● Aim of the exercise:
Each entry should be copied as it stands, leaving the pictures behind.

● Collected data entries:
****************
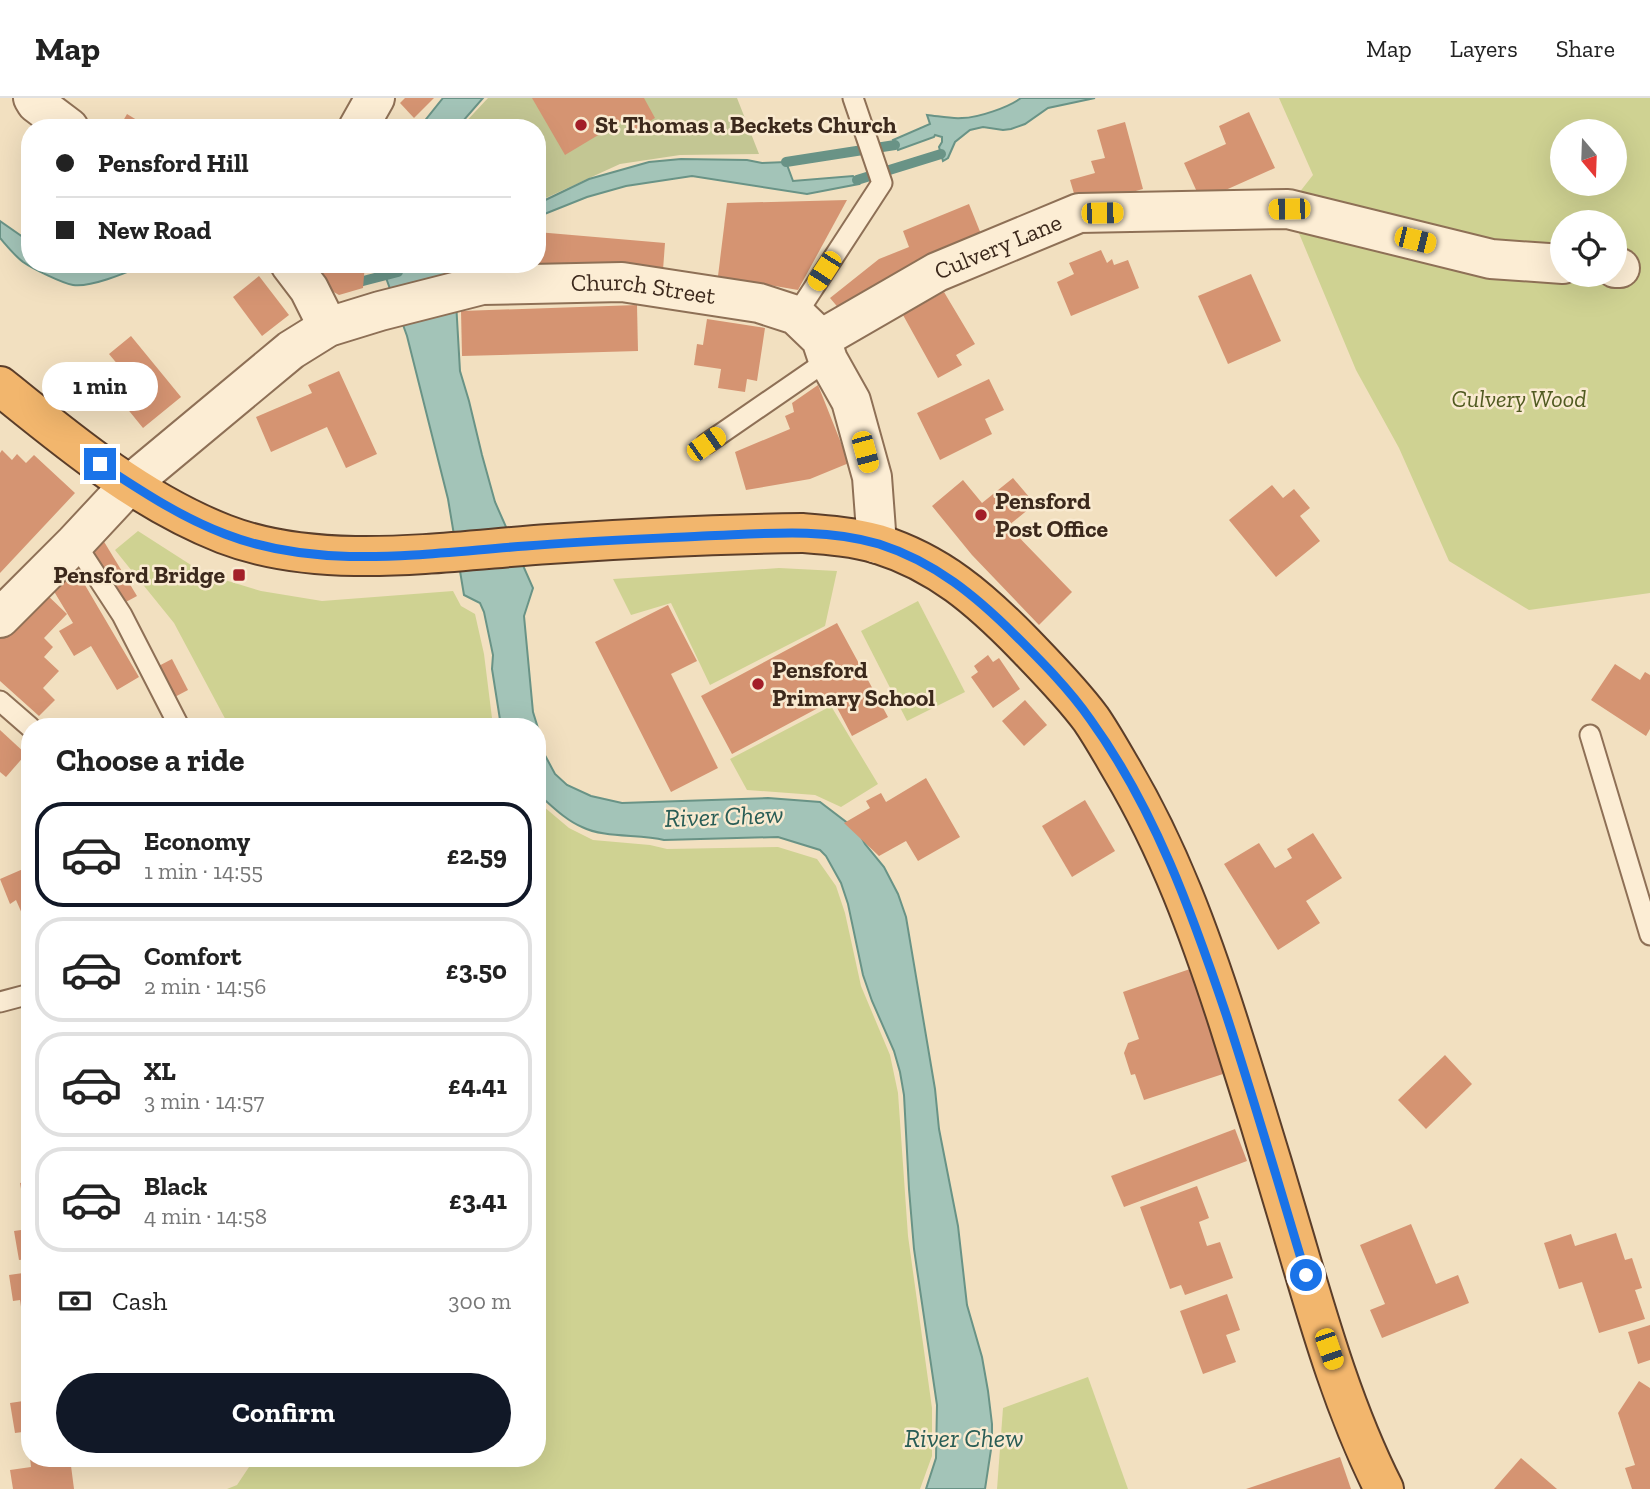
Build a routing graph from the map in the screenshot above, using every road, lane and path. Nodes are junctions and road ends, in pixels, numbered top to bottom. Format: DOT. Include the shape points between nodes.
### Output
graph roads {
  1 [pos="375,98"];
  2 [pos="853,98"];
  3 [pos="28,100"];
  4 [pos="56,119"];
  5 [pos="363,119"];
  6 [pos="1550,263"];
  7 [pos="297,273"];
  8 [pos="328,327"];
  9 [pos="815,338"];
  10 [pos="0,386"];
  11 [pos="706,444"];
  12 [pos="130,484"];
  13 [pos="75,543"];
  14 [pos="877,544"];
  15 [pos="0,618"];
  16 [pos="0,701"];
  17 [pos="175,718"];
  18 [pos="21,719"];
  19 [pos="1590,735"];
  20 [pos="1650,934"];
  21 [pos="21,996"];
  22 [pos="0,1002"];
  23 [pos="1384,1489"];
  1 -- 5 [label="street"];
  2 -- 9 [label="lane" via="882,183"];
  3 -- 4 [label="street"];
  6 -- 9 [label="street, Culvery Lane" via="1491,258 1289,209 1079,213 937,272"];
  7 -- 8 [label="street"];
  8 -- 9 [label="street, Church Street" via="476,286 622,282 759,303"];
  8 -- 12 [label="street, Church Street" via="291,351"];
  9 -- 11 [label="lane"];
  9 -- 14 [label="street" via="851,401 872,477"];
  10 -- 12 [label="highway" via="67,441"];
  12 -- 13 [label="street, Church Street"];
  12 -- 14 [label="highway" via="224,534 295,553 421,554 802,533"];
  13 -- 15 [label="street, Church Street"];
  13 -- 17 [label="lane" via="122,615"];
  14 -- 23 [label="highway" via="933,567 1009,629 1086,713 1138,796 1193,918 1329,1349"];
  16 -- 18 [label="lane"];
  19 -- 20 [label="lane"];
  21 -- 22 [label="lane"];
}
****************
● Reply to the exercise:
Build a routing graph from the map in the screenshot above, using every road, lane and path. Nodes are junctions and road ends, in pixels, numbered top to bottom. Format: DOT. Include the shape points between nodes.
### Output
graph roads {
  1 [pos="375,98"];
  2 [pos="853,98"];
  3 [pos="28,100"];
  4 [pos="56,119"];
  5 [pos="363,119"];
  6 [pos="1550,263"];
  7 [pos="297,273"];
  8 [pos="328,327"];
  9 [pos="815,338"];
  10 [pos="0,386"];
  11 [pos="706,444"];
  12 [pos="130,484"];
  13 [pos="75,543"];
  14 [pos="877,544"];
  15 [pos="0,618"];
  16 [pos="0,701"];
  17 [pos="175,718"];
  18 [pos="21,719"];
  19 [pos="1590,735"];
  20 [pos="1650,934"];
  21 [pos="21,996"];
  22 [pos="0,1002"];
  23 [pos="1384,1489"];
  1 -- 5 [label="street"];
  2 -- 9 [label="lane" via="882,183"];
  3 -- 4 [label="street"];
  6 -- 9 [label="street, Culvery Lane" via="1491,258 1289,209 1079,213 937,272"];
  7 -- 8 [label="street"];
  8 -- 9 [label="street, Church Street" via="476,286 622,282 759,303"];
  8 -- 12 [label="street, Church Street" via="291,351"];
  9 -- 11 [label="lane"];
  9 -- 14 [label="street" via="851,401 872,477"];
  10 -- 12 [label="highway" via="67,441"];
  12 -- 13 [label="street, Church Street"];
  12 -- 14 [label="highway" via="224,534 295,553 421,554 802,533"];
  13 -- 15 [label="street, Church Street"];
  13 -- 17 [label="lane" via="122,615"];
  14 -- 23 [label="highway" via="933,567 1009,629 1086,713 1138,796 1193,918 1329,1349"];
  16 -- 18 [label="lane"];
  19 -- 20 [label="lane"];
  21 -- 22 [label="lane"];
}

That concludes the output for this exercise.